In 2008, when Chris was 49, a kidney became available from an deceased (cadaveric) donor. The surgery went well but, ten days later, Chris had a huge pain in his hip and fell. He said, ‘I was taken down to the operating theatre, put under anaesthetic, and then woke up four or five hours later to find that they’d removed the kidney.  Because I’d had an aneurysm, there was an infection which had put a hole in one of the main arteries in my hip….That was repaired but they couldn’t risk the kidney because the infection had obviously come from the kidney, they couldn’t risk it happening again.’

Chris then had to have haemodialysis three times a week in hospital for a few months, after which he went onto peritoneal dialysis. Throughout this time, his brother – who was living in Australia – was being tested to see if he would be a suitable donor.
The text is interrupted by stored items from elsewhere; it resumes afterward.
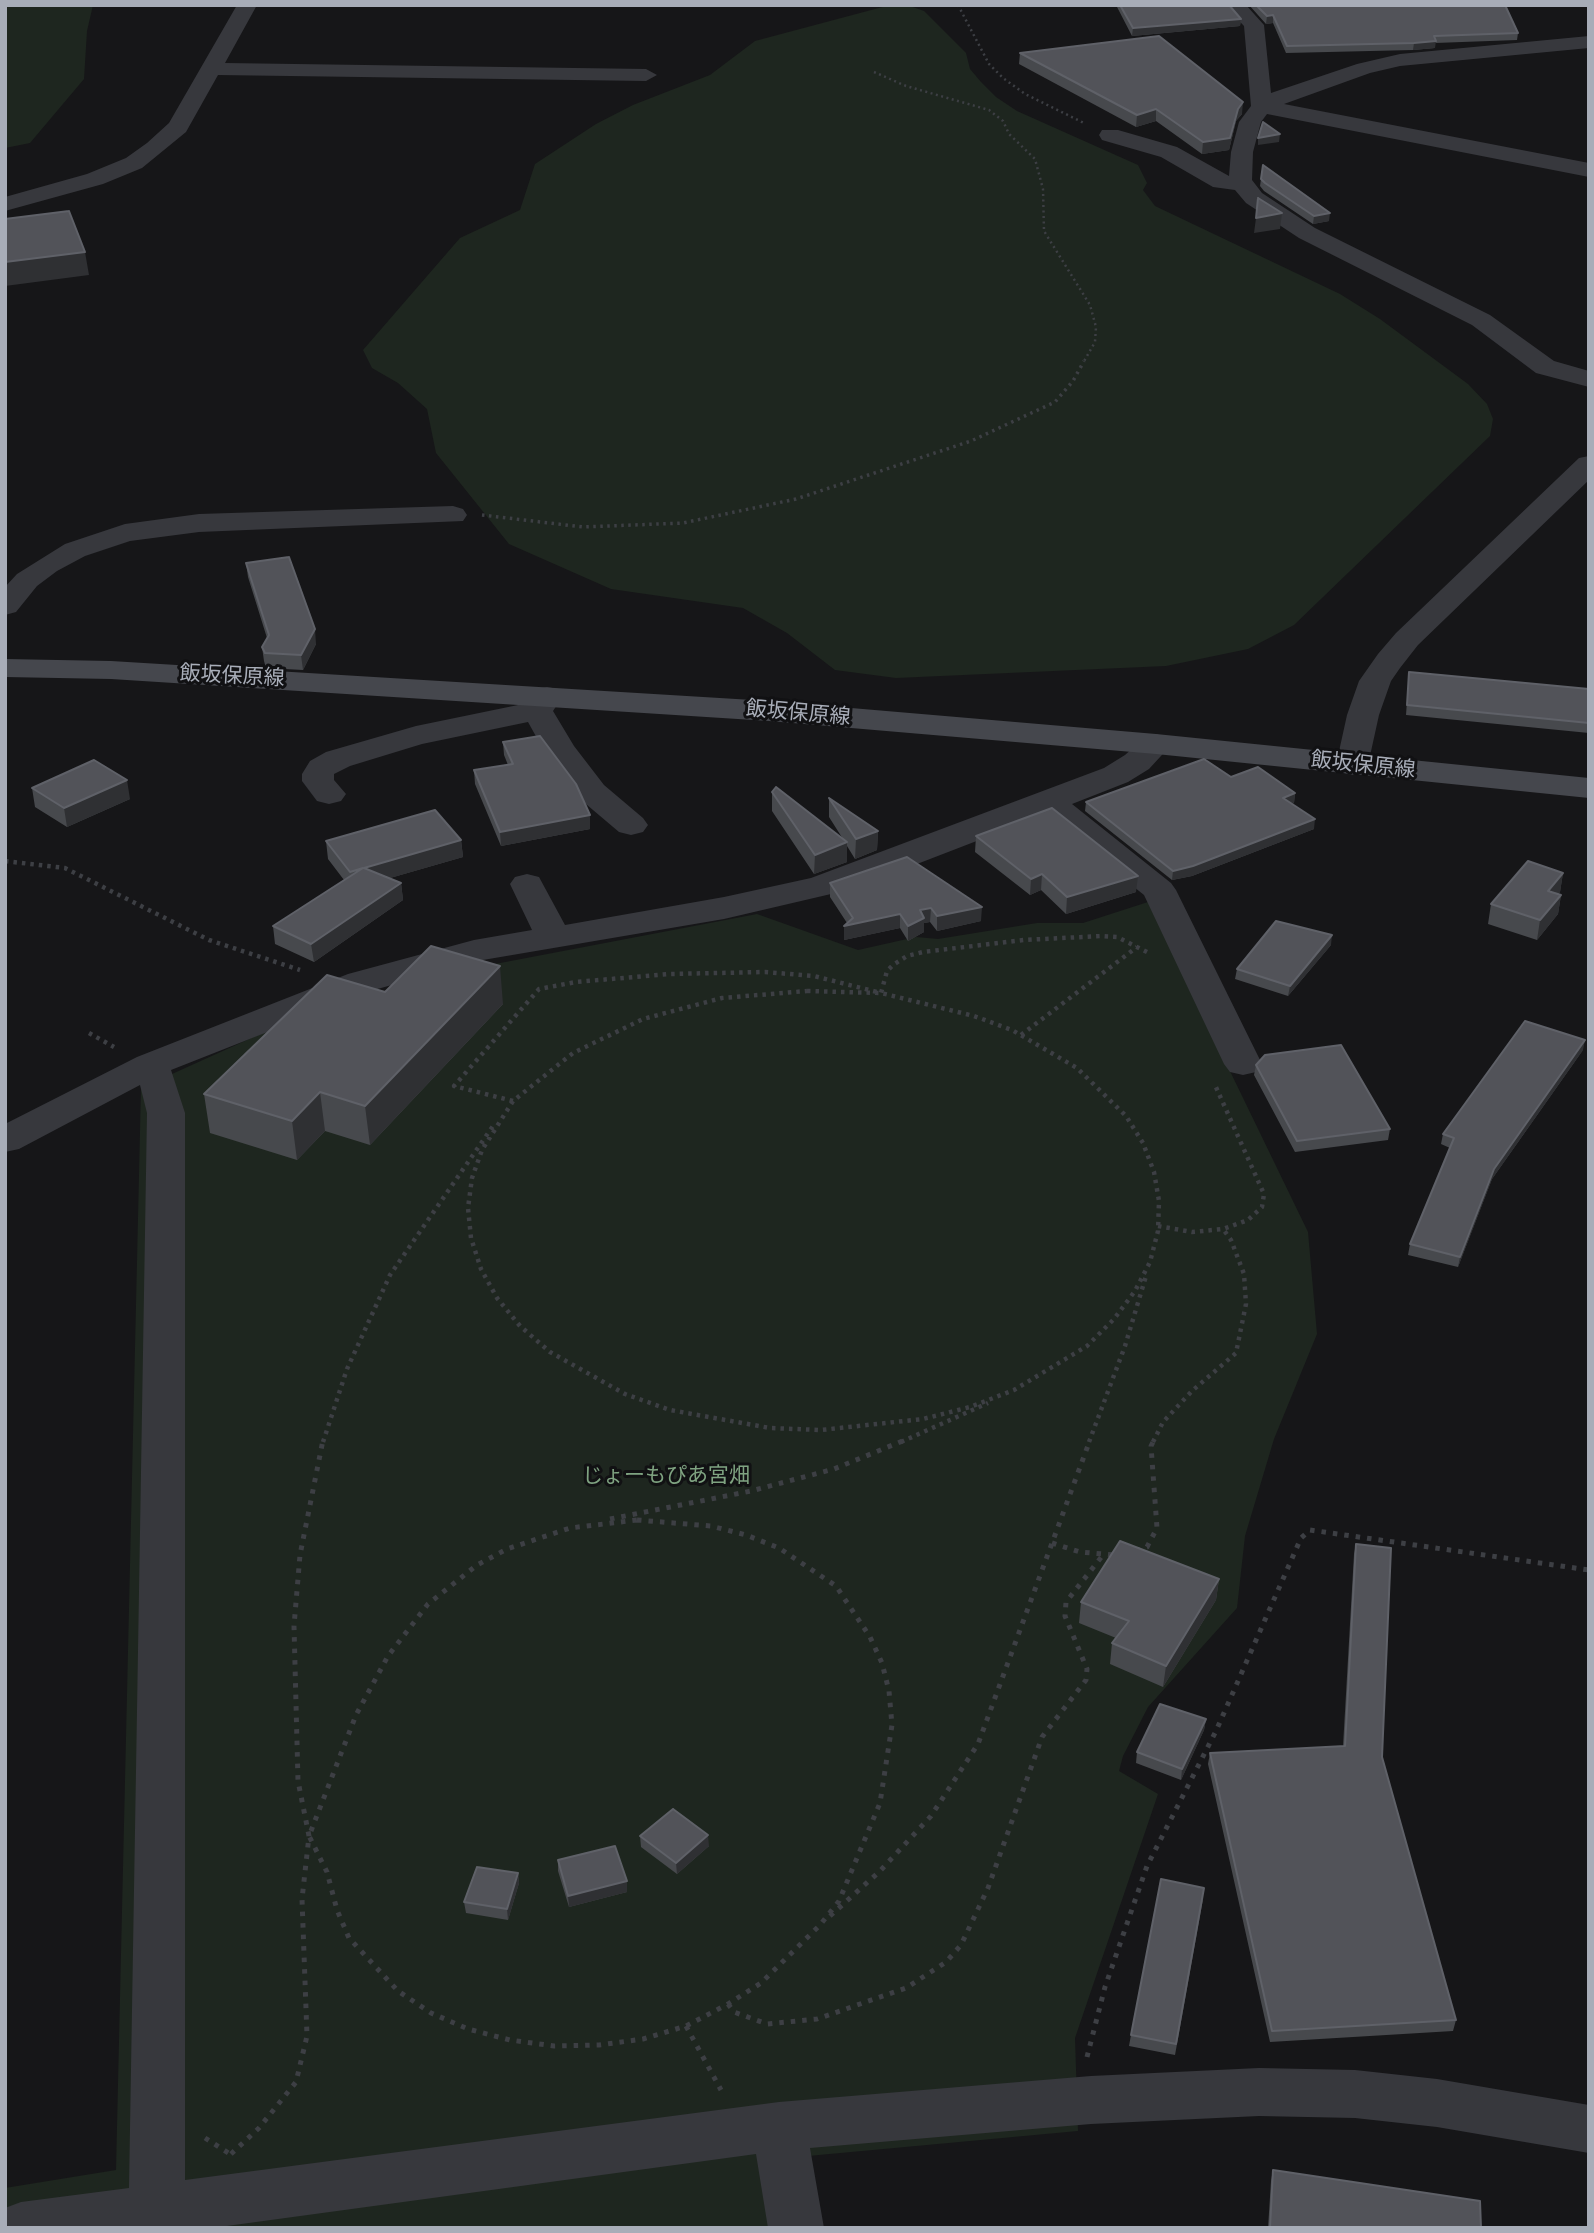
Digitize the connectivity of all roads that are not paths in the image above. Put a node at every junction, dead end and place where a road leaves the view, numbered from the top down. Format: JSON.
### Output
{"nodes":[{"id":1,"x":247,"y":5,"type":"edge"},
{"id":2,"x":1234,"y":5,"type":"edge"},
{"id":3,"x":1589,"y":42,"type":"edge"},
{"id":4,"x":212,"y":69,"type":"junction"},
{"id":5,"x":646,"y":75,"type":"dead end"},
{"id":6,"x":1262,"y":106,"type":"junction"},
{"id":7,"x":1110,"y":135,"type":"road end"},
{"id":8,"x":1589,"y":170,"type":"edge"},
{"id":9,"x":1242,"y":184,"type":"junction"},
{"id":10,"x":5,"y":204,"type":"edge"},
{"id":11,"x":1589,"y":380,"type":"edge"},
{"id":12,"x":1589,"y":464,"type":"edge"},
{"id":13,"x":453,"y":515,"type":"road end"},
{"id":14,"x":5,"y":606,"type":"edge"},
{"id":15,"x":5,"y":668,"type":"edge"},
{"id":16,"x":540,"y":703,"type":"junction"},
{"id":17,"x":1156,"y":744,"type":"junction"},
{"id":18,"x":1352,"y":765,"type":"junction"},
{"id":19,"x":1589,"y":788,"type":"edge"},
{"id":20,"x":329,"y":794,"type":"dead end"},
{"id":21,"x":1046,"y":800,"type":"junction"},
{"id":22,"x":631,"y":825,"type":"dead end"},
{"id":23,"x":527,"y":884,"type":"dead end"},
{"id":24,"x":554,"y":938,"type":"junction"},
{"id":25,"x":150,"y":1065,"type":"junction"},
{"id":26,"x":1228,"y":1072,"type":"road end"},
{"id":27,"x":5,"y":1140,"type":"edge"},
{"id":28,"x":779,"y":2126,"type":"junction"},
{"id":29,"x":1589,"y":2129,"type":"edge"},
{"id":30,"x":157,"y":2208,"type":"junction"},
{"id":31,"x":21,"y":2228,"type":"edge"},
{"id":32,"x":796,"y":2228,"type":"edge"}],
"edges":[{"from":1,"to":4,"type":"street"},
{"from":2,"to":6,"type":"street"},
{"from":3,"to":6,"type":"street"},
{"from":4,"to":5,"type":"street"},
{"from":4,"to":10,"type":"street"},
{"from":6,"to":8,"type":"street"},
{"from":6,"to":9,"type":"street"},
{"from":7,"to":9,"type":"street"},
{"from":9,"to":11,"type":"street"},
{"from":12,"to":18,"type":"street"},
{"from":13,"to":14,"type":"street"},
{"from":15,"to":16,"type":"main road","name":"飯坂保原線"},
{"from":16,"to":17,"type":"main road","name":"飯坂保原線"},
{"from":16,"to":20,"type":"street"},
{"from":16,"to":22,"type":"street"},
{"from":17,"to":18,"type":"main road","name":"飯坂保原線"},
{"from":17,"to":21,"type":"street"},
{"from":18,"to":19,"type":"main road","name":"飯坂保原線"},
{"from":21,"to":24,"type":"street"},
{"from":21,"to":26,"type":"street"},
{"from":23,"to":24,"type":"street"},
{"from":24,"to":25,"type":"street"},
{"from":25,"to":27,"type":"street"},
{"from":25,"to":30,"type":"street"},
{"from":28,"to":29,"type":"street"},
{"from":28,"to":30,"type":"street"},
{"from":28,"to":32,"type":"street"},
{"from":30,"to":31,"type":"street"}]}
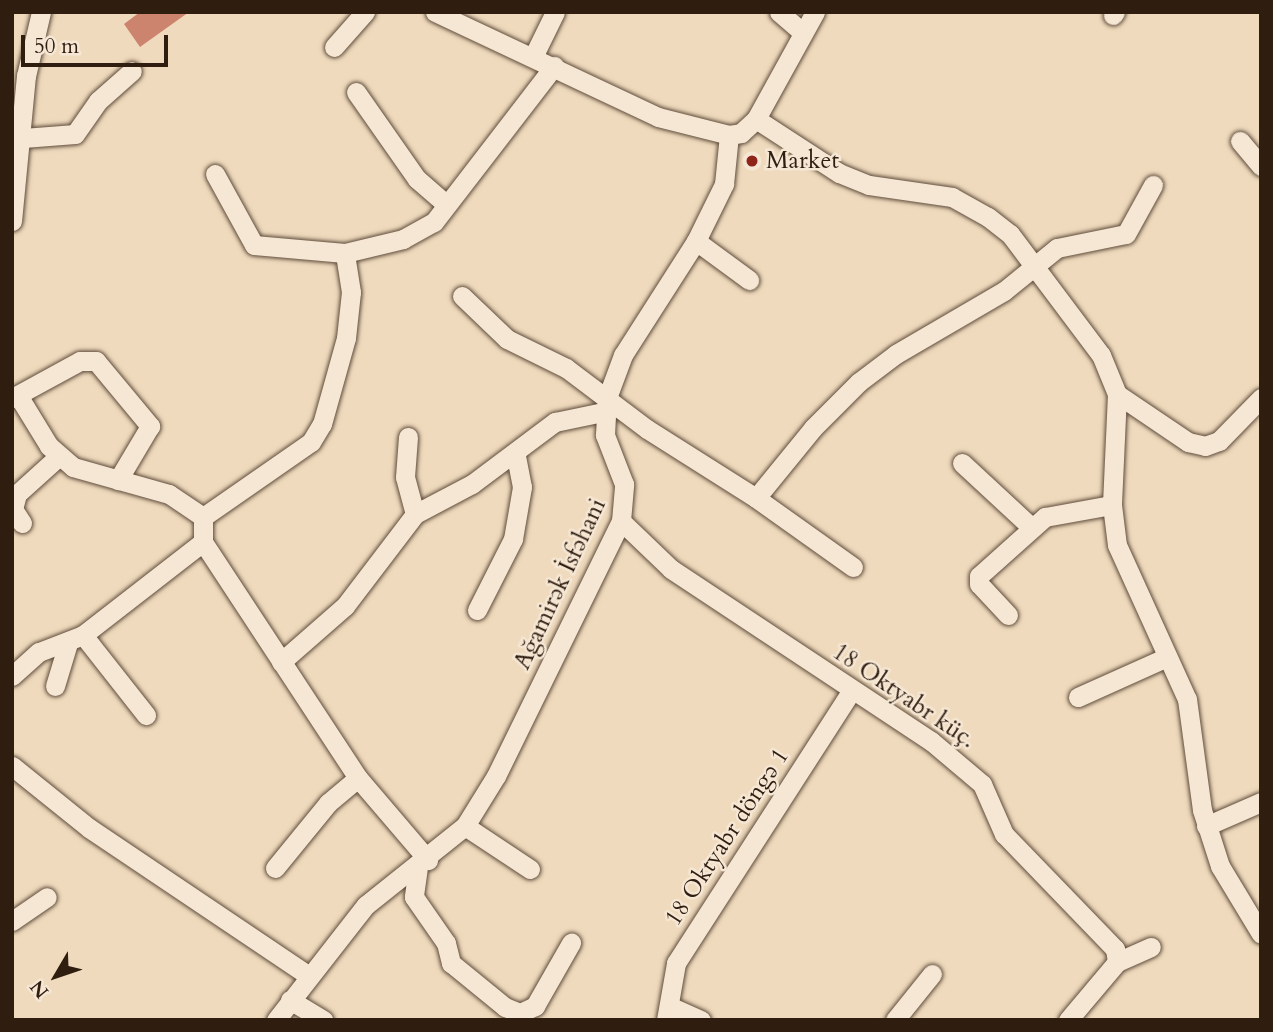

Chris had hoped that his brother would not need to donate but, because of the complications, this became a realistic possibility. About a year later, in September 2009, his brother came to the UK and Chris had his second kidney transplant.

Both Chris and his brother recovered well and are back at work. Chris now attends regular follow-up appointments and works full-time during the day. In the evenings, he works as a driving instructor. He has raised money for research into leukaemia and is keen to raise awareness of organ donation.